Once you are ready to book – double check everything – use the agent’s trick of reading aloud the information on the screen before you click confirm. Get a friend to listen to you preferably. Book the most expensive or longest sectors first and work out from there.

Credit Card Fraud Alert
All three off shore airlines (Air Asia, EasyJet and Ryan Air) alerted my credit card company to possible fraud, the company called me – fortunately I was answering the phone and all was OK. It would not have been OK if I had been doing this away from my contact numbers though – so advise your credit card company before you try to book flights – particularly those that don’t originate in the country you are booking from (the airlines know where in the world you are booking from).

Cheap Tickets Don’t Guarantee Connections
If you have an expensive ticket with a full-service airline and the connecting flight from say New Zealand is 6 hours late and you miss the connection – no problem the airline will put you up and rebook you at no extra cost. This is not the case with cheap fares – if you miss the second flight you will lose the ticket and have to buy another (more expensive) one.

The exception is that Air Asia now guarantees connections through KL for Australia to London flights. Otherwise I’d suggest you incorporate a stop over.

No Travel Agent To Hold Your Hand
Travel agents can be helpful – good ones will remind you to:

  • ensure that you leave the airport’s minimum transit time between flights (though see above I’d recommend much more) – usually 2 to 4 hours
  • advise what visas you will require
  • tell you to buy travel insurance
  • leave plenty of time to get to the airport – and sometimes to check in over the web to avoid extra charges and delays at the airport (Ryan Air, Air Asia)
  • check which vaccinations are recommended for the countries you are travelling to

So if you have never travelled independently before, especially internationally then agents can be quite useful.

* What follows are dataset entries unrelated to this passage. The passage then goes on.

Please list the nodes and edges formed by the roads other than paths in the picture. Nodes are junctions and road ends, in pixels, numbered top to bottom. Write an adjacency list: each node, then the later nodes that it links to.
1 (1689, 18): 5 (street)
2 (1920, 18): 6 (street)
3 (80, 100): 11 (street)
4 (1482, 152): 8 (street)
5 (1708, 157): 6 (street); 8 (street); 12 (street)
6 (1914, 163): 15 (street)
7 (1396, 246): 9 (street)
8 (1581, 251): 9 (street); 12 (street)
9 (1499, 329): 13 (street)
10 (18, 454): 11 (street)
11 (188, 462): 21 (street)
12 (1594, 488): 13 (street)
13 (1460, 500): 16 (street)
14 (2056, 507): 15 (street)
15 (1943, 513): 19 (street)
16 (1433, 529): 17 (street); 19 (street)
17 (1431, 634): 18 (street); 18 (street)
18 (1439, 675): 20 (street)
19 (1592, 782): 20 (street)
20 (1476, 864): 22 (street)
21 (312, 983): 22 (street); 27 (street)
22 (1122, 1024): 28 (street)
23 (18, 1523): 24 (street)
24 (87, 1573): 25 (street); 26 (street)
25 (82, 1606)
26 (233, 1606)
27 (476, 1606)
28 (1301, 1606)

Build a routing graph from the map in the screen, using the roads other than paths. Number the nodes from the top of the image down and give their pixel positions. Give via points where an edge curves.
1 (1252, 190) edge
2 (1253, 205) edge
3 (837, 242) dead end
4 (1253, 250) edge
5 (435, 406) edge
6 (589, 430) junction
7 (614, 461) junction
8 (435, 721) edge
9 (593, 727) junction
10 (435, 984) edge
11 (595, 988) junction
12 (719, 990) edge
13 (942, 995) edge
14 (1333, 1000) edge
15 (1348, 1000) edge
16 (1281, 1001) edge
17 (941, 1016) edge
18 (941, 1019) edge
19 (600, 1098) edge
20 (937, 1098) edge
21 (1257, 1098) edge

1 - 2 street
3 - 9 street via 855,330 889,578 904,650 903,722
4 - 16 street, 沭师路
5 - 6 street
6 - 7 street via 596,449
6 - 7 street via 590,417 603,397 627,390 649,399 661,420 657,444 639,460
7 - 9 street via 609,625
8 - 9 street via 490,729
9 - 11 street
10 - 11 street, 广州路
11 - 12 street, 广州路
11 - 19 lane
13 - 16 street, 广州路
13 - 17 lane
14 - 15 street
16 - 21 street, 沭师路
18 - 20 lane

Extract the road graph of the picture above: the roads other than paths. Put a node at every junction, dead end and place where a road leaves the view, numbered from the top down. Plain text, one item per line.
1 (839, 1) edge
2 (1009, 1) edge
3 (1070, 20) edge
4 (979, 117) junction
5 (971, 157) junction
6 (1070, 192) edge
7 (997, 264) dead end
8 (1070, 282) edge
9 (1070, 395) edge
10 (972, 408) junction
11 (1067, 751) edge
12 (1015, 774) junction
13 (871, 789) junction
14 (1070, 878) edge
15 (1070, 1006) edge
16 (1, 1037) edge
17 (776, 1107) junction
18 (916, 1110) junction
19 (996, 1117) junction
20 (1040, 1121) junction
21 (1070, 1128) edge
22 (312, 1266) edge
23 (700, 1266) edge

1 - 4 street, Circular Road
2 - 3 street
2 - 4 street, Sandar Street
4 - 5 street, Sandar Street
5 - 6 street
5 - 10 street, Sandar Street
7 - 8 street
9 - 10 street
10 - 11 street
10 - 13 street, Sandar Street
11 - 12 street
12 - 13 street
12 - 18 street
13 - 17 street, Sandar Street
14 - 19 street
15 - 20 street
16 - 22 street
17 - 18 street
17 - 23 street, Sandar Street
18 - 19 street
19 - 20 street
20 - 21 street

One thing they do is monitor the flights you have booked and tell you when flight times change (as they do from time to time). With cheap flights you will need to be onto any potential changes and keep an eye on your on-line booking (usually via the airline’s website).

And travel may be ticketless these days – but its not paperless. You will need to print out copies of your e-tickets for almost all flights – certainly all international ones. Telling the immigration officer that your proof of onward travel is on your netbook or iPhone isn’t going to cut it.